# Task item
Where a line holds the word "curves", copy that line from the data below.

Collected data:

*** Block opens ***

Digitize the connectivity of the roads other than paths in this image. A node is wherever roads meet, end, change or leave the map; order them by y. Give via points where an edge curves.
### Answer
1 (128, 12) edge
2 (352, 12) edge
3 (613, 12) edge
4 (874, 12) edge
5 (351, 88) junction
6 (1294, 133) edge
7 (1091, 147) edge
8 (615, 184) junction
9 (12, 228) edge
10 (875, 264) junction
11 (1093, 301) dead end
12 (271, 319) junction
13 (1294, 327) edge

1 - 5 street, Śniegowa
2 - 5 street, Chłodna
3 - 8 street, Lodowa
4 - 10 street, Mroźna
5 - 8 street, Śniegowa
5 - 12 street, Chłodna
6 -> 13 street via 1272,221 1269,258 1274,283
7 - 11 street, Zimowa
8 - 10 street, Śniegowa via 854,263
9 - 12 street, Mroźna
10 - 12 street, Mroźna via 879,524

*** Block closes ***
*** Block opens ***

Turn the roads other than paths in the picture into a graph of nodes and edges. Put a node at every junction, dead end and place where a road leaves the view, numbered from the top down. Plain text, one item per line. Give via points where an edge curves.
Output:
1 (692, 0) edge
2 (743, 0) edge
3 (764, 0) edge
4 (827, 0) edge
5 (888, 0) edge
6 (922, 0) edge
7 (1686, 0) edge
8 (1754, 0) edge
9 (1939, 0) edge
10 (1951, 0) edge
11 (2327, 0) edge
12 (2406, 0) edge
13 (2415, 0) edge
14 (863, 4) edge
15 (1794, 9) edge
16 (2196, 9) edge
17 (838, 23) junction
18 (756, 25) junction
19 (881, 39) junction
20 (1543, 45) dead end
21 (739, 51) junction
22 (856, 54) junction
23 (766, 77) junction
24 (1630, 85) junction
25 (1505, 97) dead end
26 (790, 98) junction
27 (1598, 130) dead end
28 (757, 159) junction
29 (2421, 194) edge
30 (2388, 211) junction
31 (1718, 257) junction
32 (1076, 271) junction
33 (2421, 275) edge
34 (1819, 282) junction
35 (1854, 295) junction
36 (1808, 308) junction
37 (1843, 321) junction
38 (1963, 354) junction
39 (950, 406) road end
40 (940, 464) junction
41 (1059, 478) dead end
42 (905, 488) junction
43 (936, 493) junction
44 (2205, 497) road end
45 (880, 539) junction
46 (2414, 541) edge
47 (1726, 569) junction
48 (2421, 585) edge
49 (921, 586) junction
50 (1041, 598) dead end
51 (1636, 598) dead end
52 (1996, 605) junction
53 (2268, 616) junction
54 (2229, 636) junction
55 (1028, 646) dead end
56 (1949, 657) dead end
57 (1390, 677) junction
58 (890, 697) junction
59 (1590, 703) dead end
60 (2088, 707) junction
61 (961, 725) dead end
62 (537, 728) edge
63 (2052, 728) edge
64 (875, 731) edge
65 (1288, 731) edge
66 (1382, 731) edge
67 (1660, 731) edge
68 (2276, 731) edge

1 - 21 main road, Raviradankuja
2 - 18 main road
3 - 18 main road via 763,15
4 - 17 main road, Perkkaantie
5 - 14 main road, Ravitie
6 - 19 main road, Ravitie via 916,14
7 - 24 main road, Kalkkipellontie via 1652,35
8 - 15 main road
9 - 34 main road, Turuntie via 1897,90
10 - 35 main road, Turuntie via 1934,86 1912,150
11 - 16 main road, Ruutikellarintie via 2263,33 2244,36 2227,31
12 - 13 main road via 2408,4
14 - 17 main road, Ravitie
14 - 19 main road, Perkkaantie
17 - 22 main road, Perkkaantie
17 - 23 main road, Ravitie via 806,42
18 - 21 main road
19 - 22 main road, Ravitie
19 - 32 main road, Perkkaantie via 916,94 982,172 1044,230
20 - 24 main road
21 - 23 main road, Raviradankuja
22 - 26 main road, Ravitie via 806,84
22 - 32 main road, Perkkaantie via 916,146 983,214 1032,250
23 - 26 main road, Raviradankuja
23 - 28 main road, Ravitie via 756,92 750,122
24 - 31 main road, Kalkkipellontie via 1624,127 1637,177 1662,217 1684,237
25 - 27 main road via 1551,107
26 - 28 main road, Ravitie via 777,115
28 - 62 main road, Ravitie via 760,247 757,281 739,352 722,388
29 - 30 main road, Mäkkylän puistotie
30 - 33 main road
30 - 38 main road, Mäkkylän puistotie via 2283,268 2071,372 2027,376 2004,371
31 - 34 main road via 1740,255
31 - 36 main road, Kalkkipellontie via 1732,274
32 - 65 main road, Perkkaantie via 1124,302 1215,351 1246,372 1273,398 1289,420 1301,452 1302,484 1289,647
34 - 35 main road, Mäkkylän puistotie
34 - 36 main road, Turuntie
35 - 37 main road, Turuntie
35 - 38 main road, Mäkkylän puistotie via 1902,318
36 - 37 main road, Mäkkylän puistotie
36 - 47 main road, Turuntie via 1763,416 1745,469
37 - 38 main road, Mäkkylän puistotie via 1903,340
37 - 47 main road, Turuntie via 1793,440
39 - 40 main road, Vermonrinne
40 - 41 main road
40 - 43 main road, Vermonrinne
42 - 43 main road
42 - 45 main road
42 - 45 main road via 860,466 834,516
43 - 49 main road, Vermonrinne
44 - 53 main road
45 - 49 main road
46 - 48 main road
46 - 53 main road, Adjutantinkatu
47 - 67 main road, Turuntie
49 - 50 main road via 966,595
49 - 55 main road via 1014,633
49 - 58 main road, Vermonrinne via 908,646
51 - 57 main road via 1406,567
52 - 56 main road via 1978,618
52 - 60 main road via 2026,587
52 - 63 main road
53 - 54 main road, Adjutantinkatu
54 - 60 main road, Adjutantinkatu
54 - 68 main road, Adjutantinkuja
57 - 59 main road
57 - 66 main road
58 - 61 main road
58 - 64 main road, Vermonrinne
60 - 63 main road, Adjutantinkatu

*** Block closes ***

# Output for this exercise
Digitize the connectivity of the roads other than paths in this image. A node is wherever roads meet, end, change or leave the map; order them by y. Give via points where an edge curves.
Turn the roads other than paths in the picture into a graph of nodes and edges. Put a node at every junction, dead end and place where a road leaves the view, numbered from the top down. Plain text, one item per line. Give via points where an edge curves.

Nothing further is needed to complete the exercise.